Exercise directions: In the entries below, the word "numbered" appears on some lines. Copy each of those lines.

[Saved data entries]

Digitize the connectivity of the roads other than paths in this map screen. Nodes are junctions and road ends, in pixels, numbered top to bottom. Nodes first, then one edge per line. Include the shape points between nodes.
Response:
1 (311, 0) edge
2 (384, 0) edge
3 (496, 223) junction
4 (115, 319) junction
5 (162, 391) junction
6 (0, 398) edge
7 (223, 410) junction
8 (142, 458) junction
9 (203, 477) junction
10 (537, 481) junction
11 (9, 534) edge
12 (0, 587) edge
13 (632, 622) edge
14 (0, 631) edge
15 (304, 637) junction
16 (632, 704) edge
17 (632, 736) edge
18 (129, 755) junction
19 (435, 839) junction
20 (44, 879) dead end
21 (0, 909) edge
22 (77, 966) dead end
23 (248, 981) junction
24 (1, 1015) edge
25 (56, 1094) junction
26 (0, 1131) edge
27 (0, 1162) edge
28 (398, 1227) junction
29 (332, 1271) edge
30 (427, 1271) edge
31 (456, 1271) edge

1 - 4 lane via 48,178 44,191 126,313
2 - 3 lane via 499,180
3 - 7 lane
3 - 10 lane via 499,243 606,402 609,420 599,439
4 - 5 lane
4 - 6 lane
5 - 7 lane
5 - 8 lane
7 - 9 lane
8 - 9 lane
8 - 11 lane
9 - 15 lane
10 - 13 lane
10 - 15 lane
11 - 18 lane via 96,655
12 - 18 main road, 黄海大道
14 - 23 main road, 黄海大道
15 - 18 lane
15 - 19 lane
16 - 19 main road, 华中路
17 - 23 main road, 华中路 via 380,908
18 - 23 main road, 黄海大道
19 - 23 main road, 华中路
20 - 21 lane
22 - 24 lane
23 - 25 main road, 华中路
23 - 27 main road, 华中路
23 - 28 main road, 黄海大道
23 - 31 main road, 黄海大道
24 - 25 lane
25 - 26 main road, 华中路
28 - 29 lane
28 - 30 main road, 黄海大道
* * *
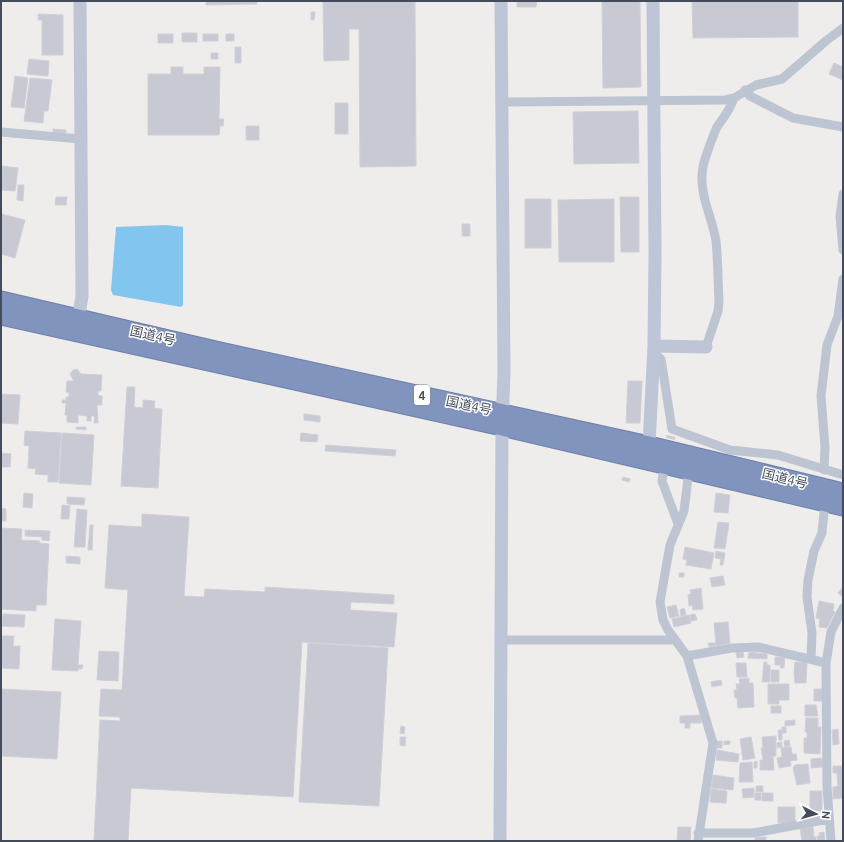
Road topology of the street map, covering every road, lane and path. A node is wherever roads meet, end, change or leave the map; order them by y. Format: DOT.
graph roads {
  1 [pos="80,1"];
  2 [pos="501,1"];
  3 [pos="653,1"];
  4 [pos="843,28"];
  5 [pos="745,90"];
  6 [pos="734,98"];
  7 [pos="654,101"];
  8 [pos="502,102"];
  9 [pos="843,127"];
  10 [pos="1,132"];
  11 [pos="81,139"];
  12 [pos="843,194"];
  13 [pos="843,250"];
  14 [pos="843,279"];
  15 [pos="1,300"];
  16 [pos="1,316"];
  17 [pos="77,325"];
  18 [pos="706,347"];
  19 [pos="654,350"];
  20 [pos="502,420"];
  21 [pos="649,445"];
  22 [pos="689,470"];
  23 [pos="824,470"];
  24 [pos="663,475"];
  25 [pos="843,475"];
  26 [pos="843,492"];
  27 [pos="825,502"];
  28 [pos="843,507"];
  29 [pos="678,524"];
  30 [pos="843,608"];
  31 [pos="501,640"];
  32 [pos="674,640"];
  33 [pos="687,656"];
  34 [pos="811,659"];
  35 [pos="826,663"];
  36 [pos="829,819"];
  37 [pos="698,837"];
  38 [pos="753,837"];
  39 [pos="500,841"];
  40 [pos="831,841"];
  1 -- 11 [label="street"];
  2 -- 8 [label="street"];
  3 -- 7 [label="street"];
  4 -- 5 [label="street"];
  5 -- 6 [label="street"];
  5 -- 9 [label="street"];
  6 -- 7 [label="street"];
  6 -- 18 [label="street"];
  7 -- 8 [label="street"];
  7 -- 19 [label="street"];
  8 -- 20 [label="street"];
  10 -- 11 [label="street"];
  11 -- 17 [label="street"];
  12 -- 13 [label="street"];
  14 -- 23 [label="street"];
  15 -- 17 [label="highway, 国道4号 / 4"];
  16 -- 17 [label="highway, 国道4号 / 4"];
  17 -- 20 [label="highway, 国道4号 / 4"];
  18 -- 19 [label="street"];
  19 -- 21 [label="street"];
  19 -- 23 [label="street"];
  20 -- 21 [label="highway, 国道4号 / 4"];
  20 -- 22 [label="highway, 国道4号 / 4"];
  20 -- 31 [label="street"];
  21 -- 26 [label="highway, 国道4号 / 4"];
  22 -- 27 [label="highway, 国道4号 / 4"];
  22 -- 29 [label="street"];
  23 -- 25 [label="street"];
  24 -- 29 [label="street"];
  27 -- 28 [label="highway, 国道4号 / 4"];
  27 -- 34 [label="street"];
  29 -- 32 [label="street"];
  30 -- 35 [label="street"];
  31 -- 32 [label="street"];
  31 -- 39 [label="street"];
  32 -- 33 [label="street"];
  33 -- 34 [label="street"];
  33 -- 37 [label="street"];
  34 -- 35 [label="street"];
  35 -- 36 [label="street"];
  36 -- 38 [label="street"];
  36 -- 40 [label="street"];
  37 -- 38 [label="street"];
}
* * *
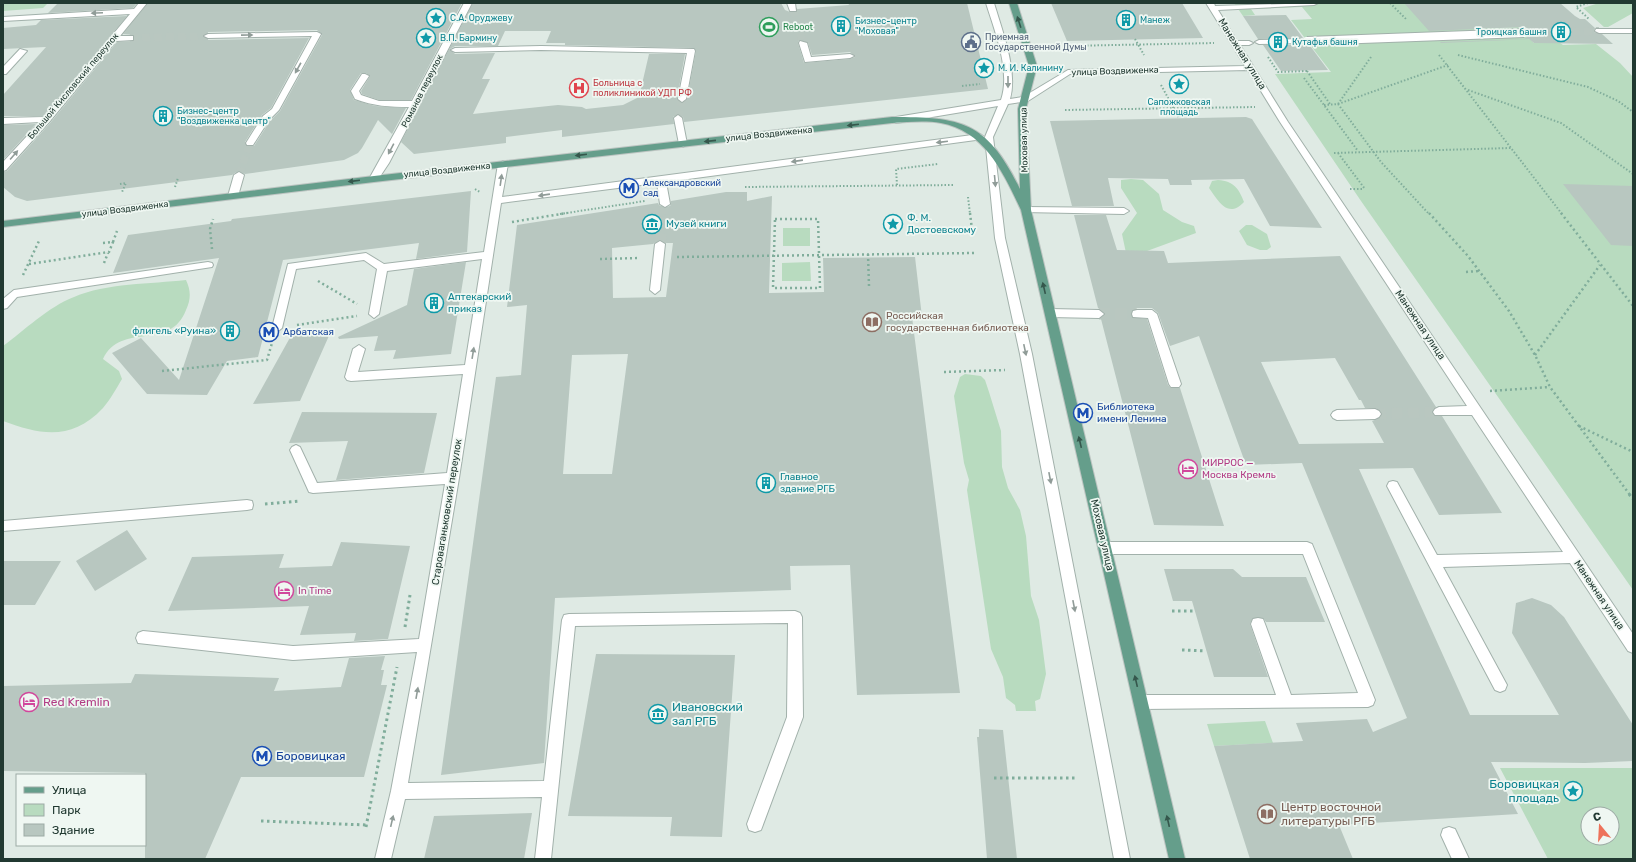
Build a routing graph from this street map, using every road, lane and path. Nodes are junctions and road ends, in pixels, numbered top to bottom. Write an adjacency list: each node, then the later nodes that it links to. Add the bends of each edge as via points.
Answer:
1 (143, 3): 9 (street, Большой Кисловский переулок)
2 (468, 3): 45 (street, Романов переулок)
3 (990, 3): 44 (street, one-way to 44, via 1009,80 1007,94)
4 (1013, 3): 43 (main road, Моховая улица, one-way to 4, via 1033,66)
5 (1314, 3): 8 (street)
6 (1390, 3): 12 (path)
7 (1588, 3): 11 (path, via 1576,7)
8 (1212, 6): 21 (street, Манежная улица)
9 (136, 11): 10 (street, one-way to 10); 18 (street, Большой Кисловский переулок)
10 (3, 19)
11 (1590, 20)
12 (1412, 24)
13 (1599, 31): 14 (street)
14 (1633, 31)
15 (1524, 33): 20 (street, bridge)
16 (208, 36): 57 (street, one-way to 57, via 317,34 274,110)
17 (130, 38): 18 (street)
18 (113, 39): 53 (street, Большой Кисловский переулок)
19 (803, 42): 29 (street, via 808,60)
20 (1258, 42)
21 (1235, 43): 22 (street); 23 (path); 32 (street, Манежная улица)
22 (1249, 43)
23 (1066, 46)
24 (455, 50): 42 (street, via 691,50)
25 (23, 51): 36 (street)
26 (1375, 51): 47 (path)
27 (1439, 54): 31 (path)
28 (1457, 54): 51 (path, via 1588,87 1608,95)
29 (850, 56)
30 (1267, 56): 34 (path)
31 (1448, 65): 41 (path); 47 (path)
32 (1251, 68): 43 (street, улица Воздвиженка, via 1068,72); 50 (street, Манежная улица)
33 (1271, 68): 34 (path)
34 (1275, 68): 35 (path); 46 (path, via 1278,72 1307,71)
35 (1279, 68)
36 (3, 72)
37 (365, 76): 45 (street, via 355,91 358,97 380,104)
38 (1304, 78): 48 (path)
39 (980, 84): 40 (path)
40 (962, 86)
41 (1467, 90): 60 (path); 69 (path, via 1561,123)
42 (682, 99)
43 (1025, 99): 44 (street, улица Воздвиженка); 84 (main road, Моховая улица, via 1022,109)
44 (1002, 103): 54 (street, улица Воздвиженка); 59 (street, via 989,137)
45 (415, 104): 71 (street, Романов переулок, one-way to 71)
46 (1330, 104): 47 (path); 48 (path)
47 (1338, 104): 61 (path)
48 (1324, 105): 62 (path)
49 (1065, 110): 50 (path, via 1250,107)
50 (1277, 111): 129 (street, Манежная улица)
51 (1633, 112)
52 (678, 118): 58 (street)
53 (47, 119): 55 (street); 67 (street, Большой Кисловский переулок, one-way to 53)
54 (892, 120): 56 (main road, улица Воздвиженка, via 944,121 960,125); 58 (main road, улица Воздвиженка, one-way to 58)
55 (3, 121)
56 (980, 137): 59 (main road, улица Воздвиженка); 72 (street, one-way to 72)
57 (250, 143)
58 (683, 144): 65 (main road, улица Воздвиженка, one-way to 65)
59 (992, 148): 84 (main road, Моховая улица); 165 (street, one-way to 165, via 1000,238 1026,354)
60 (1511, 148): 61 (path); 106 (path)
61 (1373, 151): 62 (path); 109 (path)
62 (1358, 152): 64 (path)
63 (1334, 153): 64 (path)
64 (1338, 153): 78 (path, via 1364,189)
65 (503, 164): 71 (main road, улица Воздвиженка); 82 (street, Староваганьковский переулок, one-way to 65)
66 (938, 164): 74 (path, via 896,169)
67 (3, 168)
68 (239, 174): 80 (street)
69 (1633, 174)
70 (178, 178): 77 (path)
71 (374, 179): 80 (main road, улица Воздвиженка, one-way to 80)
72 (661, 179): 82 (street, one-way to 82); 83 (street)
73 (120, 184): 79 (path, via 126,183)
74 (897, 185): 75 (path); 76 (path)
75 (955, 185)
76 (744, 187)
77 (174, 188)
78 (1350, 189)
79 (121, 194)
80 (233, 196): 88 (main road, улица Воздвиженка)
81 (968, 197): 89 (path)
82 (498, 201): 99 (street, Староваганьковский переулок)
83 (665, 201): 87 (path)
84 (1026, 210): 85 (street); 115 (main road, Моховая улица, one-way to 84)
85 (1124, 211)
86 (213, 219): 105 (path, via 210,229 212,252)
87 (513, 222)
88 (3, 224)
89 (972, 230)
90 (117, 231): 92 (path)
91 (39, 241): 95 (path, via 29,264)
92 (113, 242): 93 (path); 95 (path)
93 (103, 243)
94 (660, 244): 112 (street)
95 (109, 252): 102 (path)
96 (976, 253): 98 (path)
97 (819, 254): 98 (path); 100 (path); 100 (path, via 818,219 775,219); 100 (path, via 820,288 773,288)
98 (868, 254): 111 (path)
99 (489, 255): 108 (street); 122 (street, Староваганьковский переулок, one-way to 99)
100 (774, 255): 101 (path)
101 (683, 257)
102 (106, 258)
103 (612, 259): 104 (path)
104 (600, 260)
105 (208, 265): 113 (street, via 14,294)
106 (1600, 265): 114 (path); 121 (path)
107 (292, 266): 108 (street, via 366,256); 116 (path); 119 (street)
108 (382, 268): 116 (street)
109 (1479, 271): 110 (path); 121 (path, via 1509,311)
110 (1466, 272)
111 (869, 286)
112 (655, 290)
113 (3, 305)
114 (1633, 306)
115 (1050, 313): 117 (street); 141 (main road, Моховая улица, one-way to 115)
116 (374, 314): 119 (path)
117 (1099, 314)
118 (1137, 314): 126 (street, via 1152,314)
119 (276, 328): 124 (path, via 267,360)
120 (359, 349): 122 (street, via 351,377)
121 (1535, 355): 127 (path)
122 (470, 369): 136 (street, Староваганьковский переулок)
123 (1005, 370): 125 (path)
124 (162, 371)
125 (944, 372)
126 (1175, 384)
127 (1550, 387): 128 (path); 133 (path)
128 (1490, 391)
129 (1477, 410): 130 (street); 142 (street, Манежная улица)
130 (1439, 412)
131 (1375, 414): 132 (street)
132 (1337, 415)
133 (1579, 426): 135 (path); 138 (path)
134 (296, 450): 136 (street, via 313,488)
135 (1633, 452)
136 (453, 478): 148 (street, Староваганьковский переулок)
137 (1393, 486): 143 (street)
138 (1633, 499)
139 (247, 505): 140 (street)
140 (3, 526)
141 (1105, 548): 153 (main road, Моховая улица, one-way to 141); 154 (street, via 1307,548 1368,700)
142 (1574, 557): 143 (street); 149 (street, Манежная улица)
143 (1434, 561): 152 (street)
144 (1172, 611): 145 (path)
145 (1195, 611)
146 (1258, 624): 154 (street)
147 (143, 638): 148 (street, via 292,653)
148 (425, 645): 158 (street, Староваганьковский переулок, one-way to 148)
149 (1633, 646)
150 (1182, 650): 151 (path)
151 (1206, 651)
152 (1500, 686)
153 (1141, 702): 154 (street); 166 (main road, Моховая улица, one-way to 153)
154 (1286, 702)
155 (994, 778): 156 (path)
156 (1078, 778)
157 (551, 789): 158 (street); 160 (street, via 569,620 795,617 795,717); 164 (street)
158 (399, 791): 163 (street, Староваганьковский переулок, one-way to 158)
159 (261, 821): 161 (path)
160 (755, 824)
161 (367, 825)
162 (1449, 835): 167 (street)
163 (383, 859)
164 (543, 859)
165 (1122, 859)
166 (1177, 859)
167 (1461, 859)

Exercise output:
Digitize the connectivity of the roads other than paths in this map screen. Nodes are junctions and road ends, in pixels, numbered top to bottom. Nodes first, then one edge per line. Include the shape points between nodes.
Build a routing graph from this street map, using every road, lane and path. Nodes are junctions and road ends, in pixels, numbered top to bottom. Write an adjacency list: each node, then the later nodes that it links to. Add the bends of each edge as via points.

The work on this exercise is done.